25. The Complainant on 20th March 2002 wrote informing the Secretariat that
despite repeated attempts they had failed to secure a response from their
colleagues at the National Society for Human Rights. The Complainants
assured the Secretariat that if this situation does not change before the
next session, then they would request the Commission to authorise them to
withdraw the communication.
26. Article 56 of the African Charter governs admissibility. The most
relevant provisions of that Article provide:
“Communications … received by the Commission shall be considered if they-:
(5) are sent after exhausting local remedies, if any unless it is obvious
that this procedure is unduly prolonged.”
27. The Respondent State argues that following refusal by the Minister of
Home Affairs to honour the High Court decision on 24th October 2000 ordering
Sikunda's release from detention, Sikunda's lawyers sought to enforce the
Court order by an application to commit the Minister of Home Affairs for
contempt of court.
28. The Respondent State submits that Interights submitted the present
communication to the African Commission on 31st January 2001 whilst the
matter of hearing the application of a rule nisi showing cause why the Home
Affairs Minister should not be held in contempt of court was still pending
before the High Court. Indeed High Court heard the matter on 1st February
2001 and delivered judgement on 9th February 2001, finding the Minister of
Home Affairs in contempt of court.

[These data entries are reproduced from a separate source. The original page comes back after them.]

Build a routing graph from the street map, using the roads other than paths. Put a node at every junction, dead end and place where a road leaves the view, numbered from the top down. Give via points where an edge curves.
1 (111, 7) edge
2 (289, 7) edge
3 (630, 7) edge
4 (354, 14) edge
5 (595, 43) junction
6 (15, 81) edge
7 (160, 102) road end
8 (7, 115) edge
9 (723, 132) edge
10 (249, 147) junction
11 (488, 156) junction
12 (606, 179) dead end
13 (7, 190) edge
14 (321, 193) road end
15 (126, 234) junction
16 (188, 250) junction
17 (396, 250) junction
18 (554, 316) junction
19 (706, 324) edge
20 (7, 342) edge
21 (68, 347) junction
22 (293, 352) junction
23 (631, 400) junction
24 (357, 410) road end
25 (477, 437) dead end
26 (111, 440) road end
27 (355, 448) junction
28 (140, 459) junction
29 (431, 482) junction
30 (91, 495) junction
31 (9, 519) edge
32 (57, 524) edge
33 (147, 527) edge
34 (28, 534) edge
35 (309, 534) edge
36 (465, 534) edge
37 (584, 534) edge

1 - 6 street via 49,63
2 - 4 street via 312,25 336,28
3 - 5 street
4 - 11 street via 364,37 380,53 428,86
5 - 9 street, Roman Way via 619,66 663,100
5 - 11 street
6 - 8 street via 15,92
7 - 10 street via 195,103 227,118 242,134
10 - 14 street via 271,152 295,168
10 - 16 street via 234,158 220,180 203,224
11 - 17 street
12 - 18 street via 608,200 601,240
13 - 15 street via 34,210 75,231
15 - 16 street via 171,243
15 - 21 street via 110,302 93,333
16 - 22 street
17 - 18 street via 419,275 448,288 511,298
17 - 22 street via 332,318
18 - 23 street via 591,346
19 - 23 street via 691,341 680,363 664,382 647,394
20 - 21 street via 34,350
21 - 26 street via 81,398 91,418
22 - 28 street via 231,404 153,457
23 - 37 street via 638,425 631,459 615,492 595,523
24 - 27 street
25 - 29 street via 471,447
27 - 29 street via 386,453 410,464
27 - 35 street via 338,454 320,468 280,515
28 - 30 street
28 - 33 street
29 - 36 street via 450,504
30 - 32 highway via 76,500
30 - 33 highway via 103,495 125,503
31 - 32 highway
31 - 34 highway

Therefore, the Respondent State argues,
that Interights by submitting a complaint on 31st January 2001 had failed to
meet the requirements of Article 56(5) of the African Charter.
29. The Complainants on the other hand have been repeatedly requested by the
Commission to furnish their submissions on admissibility, especially on the
question of exhaustion of domestic remedies but there has not been any
response from them.
30. Thus from the information available to the Commission and principally
from the copy of the judgement of the High Court of Namibia delivered on 9th
February 2001; the Commission observes that the Complainant brought the
matter before it prior to exhausting domestic remedies, indeed while the
matter was still pending before the High Court of Namibia.
For these reasons, the Commission in conformity with Article 56(5) of the
African Charter declares this Communication inadmissible for non-exhaustion
of domestic remedies.
When the Chair of the Commission wrote to the Government of Namibia
expressing concern over the alleged deportation of Mr Sikunda, the
government responded stating that its actions were legal and aimed at
protecting the security of the country and its citizens.
Following the decision that the Commission has come to, the Commission would
like to state that in circumstances where an alleged violation is brought to
the attention of the Commission and where it is alleged that irreparable
damage may be caused to the victim, the Commission will act expeditiously
appealing to the State to desist from taking any action that may cause
irreparable damage until after the Commission has had the opportunity to
examine the matter fully. In such cases the Commission acts on the facts as
presented and it was therefore in this vein that the Commission wrote to the
Minister of Foreign Affairs of the Republic of Namibia expressing concern
over the alleged deportation of Mr. Sikunda.
Done at the 31st Ordinary Session of the African Commission held from 2nd to
16th May 2002 in Pretoria, South Africa.